Required work
Find every line in the records below that contains the word "nodes", and copy each such line.

(Stored items)

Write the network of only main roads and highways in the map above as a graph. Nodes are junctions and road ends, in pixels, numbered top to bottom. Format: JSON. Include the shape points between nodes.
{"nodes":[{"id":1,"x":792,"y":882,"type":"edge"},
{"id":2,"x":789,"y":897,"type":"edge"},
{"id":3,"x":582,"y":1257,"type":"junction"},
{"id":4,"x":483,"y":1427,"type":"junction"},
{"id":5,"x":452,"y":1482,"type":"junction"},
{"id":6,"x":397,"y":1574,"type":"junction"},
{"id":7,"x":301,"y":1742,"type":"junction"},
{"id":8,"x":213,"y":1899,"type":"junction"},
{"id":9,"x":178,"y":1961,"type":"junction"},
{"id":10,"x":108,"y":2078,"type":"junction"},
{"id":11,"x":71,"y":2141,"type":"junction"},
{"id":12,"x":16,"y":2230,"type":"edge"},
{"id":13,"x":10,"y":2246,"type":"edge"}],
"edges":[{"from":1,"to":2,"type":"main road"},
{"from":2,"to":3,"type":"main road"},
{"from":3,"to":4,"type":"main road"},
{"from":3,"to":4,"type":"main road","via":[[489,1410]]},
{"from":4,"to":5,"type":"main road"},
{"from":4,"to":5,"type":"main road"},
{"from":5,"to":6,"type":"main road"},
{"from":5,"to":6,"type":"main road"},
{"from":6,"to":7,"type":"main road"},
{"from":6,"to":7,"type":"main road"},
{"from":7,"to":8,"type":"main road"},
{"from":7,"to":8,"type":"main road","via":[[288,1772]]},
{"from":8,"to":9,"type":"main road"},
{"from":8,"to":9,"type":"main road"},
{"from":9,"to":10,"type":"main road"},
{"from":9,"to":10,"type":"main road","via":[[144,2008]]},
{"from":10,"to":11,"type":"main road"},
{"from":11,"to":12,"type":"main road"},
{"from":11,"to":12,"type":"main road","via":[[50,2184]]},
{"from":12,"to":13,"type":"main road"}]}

Exercise solution
Write the network of only main roads and highways in the map above as a graph. Nodes are junctions and road ends, in pixels, numbered top to bottom. Format: JSON. Include the shape points between nodes.
{"nodes":[{"id":1,"x":792,"y":882,"type":"edge"},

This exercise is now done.